[[ Data open ]]

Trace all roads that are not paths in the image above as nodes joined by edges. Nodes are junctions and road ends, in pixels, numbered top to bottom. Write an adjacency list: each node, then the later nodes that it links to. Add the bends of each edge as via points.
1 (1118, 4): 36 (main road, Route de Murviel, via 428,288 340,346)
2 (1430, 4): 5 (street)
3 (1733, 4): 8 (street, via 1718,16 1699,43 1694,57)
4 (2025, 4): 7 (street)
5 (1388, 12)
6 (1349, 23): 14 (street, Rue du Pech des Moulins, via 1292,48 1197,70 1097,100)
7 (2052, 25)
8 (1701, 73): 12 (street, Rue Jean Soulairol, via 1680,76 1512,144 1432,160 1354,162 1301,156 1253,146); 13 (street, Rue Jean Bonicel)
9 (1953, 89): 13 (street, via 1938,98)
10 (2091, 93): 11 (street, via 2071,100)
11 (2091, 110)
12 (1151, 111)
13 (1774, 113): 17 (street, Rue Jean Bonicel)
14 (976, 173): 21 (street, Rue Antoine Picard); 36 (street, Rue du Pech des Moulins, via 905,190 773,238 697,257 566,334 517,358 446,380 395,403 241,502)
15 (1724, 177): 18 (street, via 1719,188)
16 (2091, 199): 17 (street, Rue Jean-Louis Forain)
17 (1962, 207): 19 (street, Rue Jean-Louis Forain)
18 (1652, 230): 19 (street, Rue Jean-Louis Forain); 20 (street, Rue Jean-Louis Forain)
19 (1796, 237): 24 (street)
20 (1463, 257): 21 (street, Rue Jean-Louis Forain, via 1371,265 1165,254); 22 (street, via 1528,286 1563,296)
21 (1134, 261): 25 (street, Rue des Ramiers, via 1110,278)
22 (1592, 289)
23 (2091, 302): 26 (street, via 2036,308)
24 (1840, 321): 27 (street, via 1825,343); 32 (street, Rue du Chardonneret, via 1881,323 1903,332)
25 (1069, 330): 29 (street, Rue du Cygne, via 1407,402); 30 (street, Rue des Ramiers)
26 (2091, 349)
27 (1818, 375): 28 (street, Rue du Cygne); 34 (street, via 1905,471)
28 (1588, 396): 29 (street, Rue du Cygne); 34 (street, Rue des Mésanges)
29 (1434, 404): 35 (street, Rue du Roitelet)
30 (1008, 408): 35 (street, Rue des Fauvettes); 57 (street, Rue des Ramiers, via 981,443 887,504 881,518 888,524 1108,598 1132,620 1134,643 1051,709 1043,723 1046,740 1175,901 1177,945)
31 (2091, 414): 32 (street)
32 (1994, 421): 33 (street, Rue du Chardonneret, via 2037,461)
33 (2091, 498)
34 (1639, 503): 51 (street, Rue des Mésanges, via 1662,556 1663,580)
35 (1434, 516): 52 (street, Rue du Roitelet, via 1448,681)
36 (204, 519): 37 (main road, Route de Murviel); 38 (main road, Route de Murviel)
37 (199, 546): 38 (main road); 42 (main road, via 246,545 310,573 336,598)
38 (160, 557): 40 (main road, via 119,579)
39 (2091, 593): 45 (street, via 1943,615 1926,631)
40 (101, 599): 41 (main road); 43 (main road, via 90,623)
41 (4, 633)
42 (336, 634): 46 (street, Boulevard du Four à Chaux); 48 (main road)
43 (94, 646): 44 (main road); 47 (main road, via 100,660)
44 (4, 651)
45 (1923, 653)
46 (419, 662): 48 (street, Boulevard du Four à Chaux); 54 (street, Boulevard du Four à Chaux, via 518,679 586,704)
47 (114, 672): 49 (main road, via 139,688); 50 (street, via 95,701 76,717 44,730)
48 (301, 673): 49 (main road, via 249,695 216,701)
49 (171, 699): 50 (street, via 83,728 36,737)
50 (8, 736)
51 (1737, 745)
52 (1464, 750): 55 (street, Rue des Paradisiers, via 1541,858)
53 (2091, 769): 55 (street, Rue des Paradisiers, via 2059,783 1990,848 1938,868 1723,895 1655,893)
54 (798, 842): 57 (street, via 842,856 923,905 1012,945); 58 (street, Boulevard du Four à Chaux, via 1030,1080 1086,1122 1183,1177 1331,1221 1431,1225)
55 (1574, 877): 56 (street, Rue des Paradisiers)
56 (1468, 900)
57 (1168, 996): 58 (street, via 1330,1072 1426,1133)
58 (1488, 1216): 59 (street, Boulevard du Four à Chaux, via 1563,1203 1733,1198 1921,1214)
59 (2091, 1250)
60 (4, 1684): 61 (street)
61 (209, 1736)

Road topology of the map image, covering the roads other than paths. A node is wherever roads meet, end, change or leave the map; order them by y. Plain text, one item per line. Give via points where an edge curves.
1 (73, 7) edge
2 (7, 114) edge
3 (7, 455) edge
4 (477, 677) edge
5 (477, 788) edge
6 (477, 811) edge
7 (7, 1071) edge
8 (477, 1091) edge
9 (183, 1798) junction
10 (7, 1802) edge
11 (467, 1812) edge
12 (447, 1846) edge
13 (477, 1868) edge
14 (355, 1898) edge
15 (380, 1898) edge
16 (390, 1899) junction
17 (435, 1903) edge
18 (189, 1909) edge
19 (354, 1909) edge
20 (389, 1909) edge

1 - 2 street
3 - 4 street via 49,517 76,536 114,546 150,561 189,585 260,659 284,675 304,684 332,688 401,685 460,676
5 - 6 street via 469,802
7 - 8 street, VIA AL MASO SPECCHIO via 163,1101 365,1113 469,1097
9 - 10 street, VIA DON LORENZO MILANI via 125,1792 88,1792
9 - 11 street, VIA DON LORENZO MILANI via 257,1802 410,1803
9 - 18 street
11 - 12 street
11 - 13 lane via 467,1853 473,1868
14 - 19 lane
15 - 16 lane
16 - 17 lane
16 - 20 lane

[[ Data closed ]]

Work request. Write out all the records above one more time, exactly.

Expected answer.
Trace all roads that are not paths in the image above as nodes joined by edges. Nodes are junctions and road ends, in pixels, numbered top to bottom. Write an adjacency list: each node, then the later nodes that it links to. Add the bends of each edge as via points.
1 (1118, 4): 36 (main road, Route de Murviel, via 428,288 340,346)
2 (1430, 4): 5 (street)
3 (1733, 4): 8 (street, via 1718,16 1699,43 1694,57)
4 (2025, 4): 7 (street)
5 (1388, 12)
6 (1349, 23): 14 (street, Rue du Pech des Moulins, via 1292,48 1197,70 1097,100)
7 (2052, 25)
8 (1701, 73): 12 (street, Rue Jean Soulairol, via 1680,76 1512,144 1432,160 1354,162 1301,156 1253,146); 13 (street, Rue Jean Bonicel)
9 (1953, 89): 13 (street, via 1938,98)
10 (2091, 93): 11 (street, via 2071,100)
11 (2091, 110)
12 (1151, 111)
13 (1774, 113): 17 (street, Rue Jean Bonicel)
14 (976, 173): 21 (street, Rue Antoine Picard); 36 (street, Rue du Pech des Moulins, via 905,190 773,238 697,257 566,334 517,358 446,380 395,403 241,502)
15 (1724, 177): 18 (street, via 1719,188)
16 (2091, 199): 17 (street, Rue Jean-Louis Forain)
17 (1962, 207): 19 (street, Rue Jean-Louis Forain)
18 (1652, 230): 19 (street, Rue Jean-Louis Forain); 20 (street, Rue Jean-Louis Forain)
19 (1796, 237): 24 (street)
20 (1463, 257): 21 (street, Rue Jean-Louis Forain, via 1371,265 1165,254); 22 (street, via 1528,286 1563,296)
21 (1134, 261): 25 (street, Rue des Ramiers, via 1110,278)
22 (1592, 289)
23 (2091, 302): 26 (street, via 2036,308)
24 (1840, 321): 27 (street, via 1825,343); 32 (street, Rue du Chardonneret, via 1881,323 1903,332)
25 (1069, 330): 29 (street, Rue du Cygne, via 1407,402); 30 (street, Rue des Ramiers)
26 (2091, 349)
27 (1818, 375): 28 (street, Rue du Cygne); 34 (street, via 1905,471)
28 (1588, 396): 29 (street, Rue du Cygne); 34 (street, Rue des Mésanges)
29 (1434, 404): 35 (street, Rue du Roitelet)
30 (1008, 408): 35 (street, Rue des Fauvettes); 57 (street, Rue des Ramiers, via 981,443 887,504 881,518 888,524 1108,598 1132,620 1134,643 1051,709 1043,723 1046,740 1175,901 1177,945)
31 (2091, 414): 32 (street)
32 (1994, 421): 33 (street, Rue du Chardonneret, via 2037,461)
33 (2091, 498)
34 (1639, 503): 51 (street, Rue des Mésanges, via 1662,556 1663,580)
35 (1434, 516): 52 (street, Rue du Roitelet, via 1448,681)
36 (204, 519): 37 (main road, Route de Murviel); 38 (main road, Route de Murviel)
37 (199, 546): 38 (main road); 42 (main road, via 246,545 310,573 336,598)
38 (160, 557): 40 (main road, via 119,579)
39 (2091, 593): 45 (street, via 1943,615 1926,631)
40 (101, 599): 41 (main road); 43 (main road, via 90,623)
41 (4, 633)
42 (336, 634): 46 (street, Boulevard du Four à Chaux); 48 (main road)
43 (94, 646): 44 (main road); 47 (main road, via 100,660)
44 (4, 651)
45 (1923, 653)
46 (419, 662): 48 (street, Boulevard du Four à Chaux); 54 (street, Boulevard du Four à Chaux, via 518,679 586,704)
47 (114, 672): 49 (main road, via 139,688); 50 (street, via 95,701 76,717 44,730)
48 (301, 673): 49 (main road, via 249,695 216,701)
49 (171, 699): 50 (street, via 83,728 36,737)
50 (8, 736)
51 (1737, 745)
52 (1464, 750): 55 (street, Rue des Paradisiers, via 1541,858)
53 (2091, 769): 55 (street, Rue des Paradisiers, via 2059,783 1990,848 1938,868 1723,895 1655,893)
54 (798, 842): 57 (street, via 842,856 923,905 1012,945); 58 (street, Boulevard du Four à Chaux, via 1030,1080 1086,1122 1183,1177 1331,1221 1431,1225)
55 (1574, 877): 56 (street, Rue des Paradisiers)
56 (1468, 900)
57 (1168, 996): 58 (street, via 1330,1072 1426,1133)
58 (1488, 1216): 59 (street, Boulevard du Four à Chaux, via 1563,1203 1733,1198 1921,1214)
59 (2091, 1250)
60 (4, 1684): 61 (street)
61 (209, 1736)

Road topology of the map image, covering the roads other than paths. A node is wherever roads meet, end, change or leave the map; order them by y. Plain text, one item per line. Give via points where an edge curves.
1 (73, 7) edge
2 (7, 114) edge
3 (7, 455) edge
4 (477, 677) edge
5 (477, 788) edge
6 (477, 811) edge
7 (7, 1071) edge
8 (477, 1091) edge
9 (183, 1798) junction
10 (7, 1802) edge
11 (467, 1812) edge
12 (447, 1846) edge
13 (477, 1868) edge
14 (355, 1898) edge
15 (380, 1898) edge
16 (390, 1899) junction
17 (435, 1903) edge
18 (189, 1909) edge
19 (354, 1909) edge
20 (389, 1909) edge

1 - 2 street
3 - 4 street via 49,517 76,536 114,546 150,561 189,585 260,659 284,675 304,684 332,688 401,685 460,676
5 - 6 street via 469,802
7 - 8 street, VIA AL MASO SPECCHIO via 163,1101 365,1113 469,1097
9 - 10 street, VIA DON LORENZO MILANI via 125,1792 88,1792
9 - 11 street, VIA DON LORENZO MILANI via 257,1802 410,1803
9 - 18 street
11 - 12 street
11 - 13 lane via 467,1853 473,1868
14 - 19 lane
15 - 16 lane
16 - 17 lane
16 - 20 lane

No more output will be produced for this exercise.